Председатель колхоза, объезжая поля, изредка заглядывал к ней. Справлялся о здоровье, вздыхал:

— Беда мне с тобой, Степанида. А ну как нагрянет инспектор — что будет?

— А то и будет, что было.

— Да ты же незаконно живешь! И хата твоя стоит незаконно, и коз ты держишь незаконно, и пчелы твои на колхозную гречиху летают.

— Мордеешь ты, Фомка, — усмехалась морщинистыми губами Позднячиха. — Брюхо наедаешь — совесть теряешь.

— Эх, старая. Запряталась в лесу, вроде раскольницы, жизни не видишь.

— Все вижу, Фомушка, все…

Приносила она из погребца жбан медовухи, выпивал председатель две кружки, крякал:

— Ух, добра штука!.. Ладно, бывай здорова, раскольница. Да, клин травяной около дуба-тройчатки я надысь косилкой смахнул. Забери сено, не в твои годы с литовкой кожилиться.

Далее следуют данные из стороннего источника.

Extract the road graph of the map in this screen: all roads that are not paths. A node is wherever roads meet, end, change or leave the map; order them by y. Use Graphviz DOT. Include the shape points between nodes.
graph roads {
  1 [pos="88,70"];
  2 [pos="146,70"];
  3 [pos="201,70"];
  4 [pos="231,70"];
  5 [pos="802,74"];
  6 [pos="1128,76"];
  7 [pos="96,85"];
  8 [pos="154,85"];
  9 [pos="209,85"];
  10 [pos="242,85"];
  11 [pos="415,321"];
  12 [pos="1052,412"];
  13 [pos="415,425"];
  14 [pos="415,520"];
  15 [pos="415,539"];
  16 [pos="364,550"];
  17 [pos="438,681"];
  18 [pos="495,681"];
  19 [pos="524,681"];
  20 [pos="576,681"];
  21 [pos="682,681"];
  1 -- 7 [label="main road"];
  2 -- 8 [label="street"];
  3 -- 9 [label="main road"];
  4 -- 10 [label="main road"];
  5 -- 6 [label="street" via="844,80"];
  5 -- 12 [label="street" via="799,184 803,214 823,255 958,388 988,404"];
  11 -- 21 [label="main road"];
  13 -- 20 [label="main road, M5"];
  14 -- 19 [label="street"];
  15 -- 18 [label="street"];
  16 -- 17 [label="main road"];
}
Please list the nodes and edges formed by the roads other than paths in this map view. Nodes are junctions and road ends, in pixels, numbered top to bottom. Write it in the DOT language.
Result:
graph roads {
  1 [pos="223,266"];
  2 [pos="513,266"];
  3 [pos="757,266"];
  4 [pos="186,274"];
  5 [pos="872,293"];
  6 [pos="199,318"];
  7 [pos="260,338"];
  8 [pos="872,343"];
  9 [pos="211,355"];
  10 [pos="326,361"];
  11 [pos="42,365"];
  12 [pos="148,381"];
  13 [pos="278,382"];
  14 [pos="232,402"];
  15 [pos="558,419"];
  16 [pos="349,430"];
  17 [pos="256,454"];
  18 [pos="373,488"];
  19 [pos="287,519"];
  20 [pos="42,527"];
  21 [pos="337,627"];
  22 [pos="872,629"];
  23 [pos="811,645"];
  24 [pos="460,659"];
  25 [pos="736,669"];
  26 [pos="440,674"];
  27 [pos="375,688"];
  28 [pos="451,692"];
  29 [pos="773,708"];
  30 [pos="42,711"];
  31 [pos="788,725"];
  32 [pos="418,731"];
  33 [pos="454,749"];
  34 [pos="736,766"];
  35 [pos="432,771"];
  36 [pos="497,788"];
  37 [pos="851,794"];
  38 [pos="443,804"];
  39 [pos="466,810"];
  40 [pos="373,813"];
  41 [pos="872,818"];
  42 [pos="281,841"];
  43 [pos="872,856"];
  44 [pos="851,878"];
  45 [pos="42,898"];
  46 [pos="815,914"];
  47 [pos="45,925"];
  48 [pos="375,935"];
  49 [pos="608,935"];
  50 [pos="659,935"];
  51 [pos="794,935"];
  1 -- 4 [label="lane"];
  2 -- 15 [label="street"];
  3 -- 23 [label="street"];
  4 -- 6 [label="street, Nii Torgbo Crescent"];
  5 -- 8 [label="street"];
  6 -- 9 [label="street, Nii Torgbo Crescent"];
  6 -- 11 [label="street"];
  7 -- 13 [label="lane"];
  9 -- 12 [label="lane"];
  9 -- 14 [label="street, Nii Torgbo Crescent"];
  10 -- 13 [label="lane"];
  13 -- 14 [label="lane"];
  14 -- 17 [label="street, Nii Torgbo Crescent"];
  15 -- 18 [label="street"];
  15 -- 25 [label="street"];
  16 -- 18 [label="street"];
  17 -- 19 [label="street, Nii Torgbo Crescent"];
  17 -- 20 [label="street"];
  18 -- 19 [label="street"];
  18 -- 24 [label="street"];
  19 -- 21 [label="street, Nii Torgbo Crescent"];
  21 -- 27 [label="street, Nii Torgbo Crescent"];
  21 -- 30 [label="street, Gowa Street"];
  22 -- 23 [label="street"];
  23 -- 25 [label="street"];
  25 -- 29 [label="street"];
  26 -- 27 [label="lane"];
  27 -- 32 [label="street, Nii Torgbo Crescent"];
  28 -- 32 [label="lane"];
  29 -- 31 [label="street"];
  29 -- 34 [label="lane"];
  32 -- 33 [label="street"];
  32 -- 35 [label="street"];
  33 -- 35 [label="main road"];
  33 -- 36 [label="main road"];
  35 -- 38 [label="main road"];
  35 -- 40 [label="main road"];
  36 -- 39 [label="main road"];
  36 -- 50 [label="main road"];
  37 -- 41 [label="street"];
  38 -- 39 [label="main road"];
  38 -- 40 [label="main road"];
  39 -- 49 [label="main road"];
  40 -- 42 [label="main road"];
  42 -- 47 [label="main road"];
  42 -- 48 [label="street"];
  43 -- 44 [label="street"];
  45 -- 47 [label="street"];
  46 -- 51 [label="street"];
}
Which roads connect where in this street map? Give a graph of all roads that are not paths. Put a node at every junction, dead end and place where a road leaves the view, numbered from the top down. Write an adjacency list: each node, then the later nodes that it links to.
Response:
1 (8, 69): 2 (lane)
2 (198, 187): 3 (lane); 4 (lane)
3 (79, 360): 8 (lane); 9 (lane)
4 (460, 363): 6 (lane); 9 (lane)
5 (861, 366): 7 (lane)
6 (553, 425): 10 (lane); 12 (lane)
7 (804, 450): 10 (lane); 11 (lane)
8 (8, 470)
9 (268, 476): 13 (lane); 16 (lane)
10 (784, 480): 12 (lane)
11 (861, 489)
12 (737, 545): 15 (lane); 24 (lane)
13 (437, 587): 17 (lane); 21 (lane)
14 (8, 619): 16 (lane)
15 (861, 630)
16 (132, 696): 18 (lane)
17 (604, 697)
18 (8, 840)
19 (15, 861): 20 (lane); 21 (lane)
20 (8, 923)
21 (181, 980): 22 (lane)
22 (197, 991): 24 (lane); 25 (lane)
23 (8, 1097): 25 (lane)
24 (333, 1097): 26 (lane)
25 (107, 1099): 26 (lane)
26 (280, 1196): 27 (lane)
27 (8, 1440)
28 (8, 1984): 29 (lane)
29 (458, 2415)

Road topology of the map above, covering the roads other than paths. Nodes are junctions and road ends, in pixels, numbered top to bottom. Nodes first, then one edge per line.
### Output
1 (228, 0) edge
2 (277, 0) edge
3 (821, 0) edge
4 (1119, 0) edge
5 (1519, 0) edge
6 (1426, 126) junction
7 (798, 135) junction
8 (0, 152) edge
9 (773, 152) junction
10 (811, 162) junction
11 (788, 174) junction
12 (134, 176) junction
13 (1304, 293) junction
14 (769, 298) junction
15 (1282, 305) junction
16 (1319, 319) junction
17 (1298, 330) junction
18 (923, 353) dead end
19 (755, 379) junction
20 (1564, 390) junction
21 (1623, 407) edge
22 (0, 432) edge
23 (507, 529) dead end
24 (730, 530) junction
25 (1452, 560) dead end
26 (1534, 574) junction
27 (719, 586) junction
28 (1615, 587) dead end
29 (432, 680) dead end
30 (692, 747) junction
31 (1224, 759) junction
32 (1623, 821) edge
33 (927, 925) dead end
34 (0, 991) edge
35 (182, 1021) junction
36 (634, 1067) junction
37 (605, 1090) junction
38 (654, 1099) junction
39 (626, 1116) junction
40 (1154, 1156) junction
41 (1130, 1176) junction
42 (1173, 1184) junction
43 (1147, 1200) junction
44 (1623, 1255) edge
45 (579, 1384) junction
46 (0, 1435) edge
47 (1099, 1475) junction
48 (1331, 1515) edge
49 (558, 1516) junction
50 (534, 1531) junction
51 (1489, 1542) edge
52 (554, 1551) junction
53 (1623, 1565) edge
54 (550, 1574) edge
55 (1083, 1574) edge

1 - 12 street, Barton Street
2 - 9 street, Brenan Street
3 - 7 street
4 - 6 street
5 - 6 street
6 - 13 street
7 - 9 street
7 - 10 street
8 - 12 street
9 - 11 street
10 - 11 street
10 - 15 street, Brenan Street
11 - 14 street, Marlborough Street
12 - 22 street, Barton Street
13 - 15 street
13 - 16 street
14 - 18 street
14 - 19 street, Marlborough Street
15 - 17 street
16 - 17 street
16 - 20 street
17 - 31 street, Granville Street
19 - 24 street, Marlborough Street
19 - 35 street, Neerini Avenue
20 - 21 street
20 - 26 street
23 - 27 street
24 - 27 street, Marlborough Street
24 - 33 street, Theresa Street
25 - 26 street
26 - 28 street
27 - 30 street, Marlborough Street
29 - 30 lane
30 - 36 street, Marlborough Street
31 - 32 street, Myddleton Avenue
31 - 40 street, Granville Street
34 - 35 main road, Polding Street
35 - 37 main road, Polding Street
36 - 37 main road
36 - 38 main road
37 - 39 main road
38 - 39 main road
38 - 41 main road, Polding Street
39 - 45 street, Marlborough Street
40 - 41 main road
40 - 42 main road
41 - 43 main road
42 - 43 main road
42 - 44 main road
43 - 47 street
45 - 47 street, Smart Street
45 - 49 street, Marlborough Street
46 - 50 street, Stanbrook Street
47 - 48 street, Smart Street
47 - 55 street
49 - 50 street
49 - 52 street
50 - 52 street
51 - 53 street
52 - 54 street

У нее и жил Климушка эти годы. Никакой родней Позднячиха ему не доводилась, но так привязались они друг к другу, что, когда отец хотел силой забрать сына домой, мальчишка начал визжать, кусаться как бешеный, а бабка едва не заколола пьянчужку вилами.

Рос Климушка тихим, незлобивым молчуном. Сторонился сверстников, любил певчих птиц, умел удивительно точно им подражать и знал Горелый бор, как свою избушку.

Была у него одна странность: он не мог смотреть на оружие. Стоило какому-нибудь озорнику показать ему пугач или самопал, как он мгновенно белел и кидался прочь. Его имя у ребят стало нарицательным — Климушкой обзывали трусов. Взрослые считали Климушку «тронутым». Учился он плохо, но на занятия приходил даже в самые лютые морозы, хотя до школы было больше пяти километров.

Последние недели он жил в деревне. Отца вместе со всеми мобилизовали в армию, мачеха заболела. Бабка Позднячиха прислала его похозяйничать в родном доме, присмотреть за малолетками — братом и сестрой. Никишка назначил безотказного Климушку в подпаски.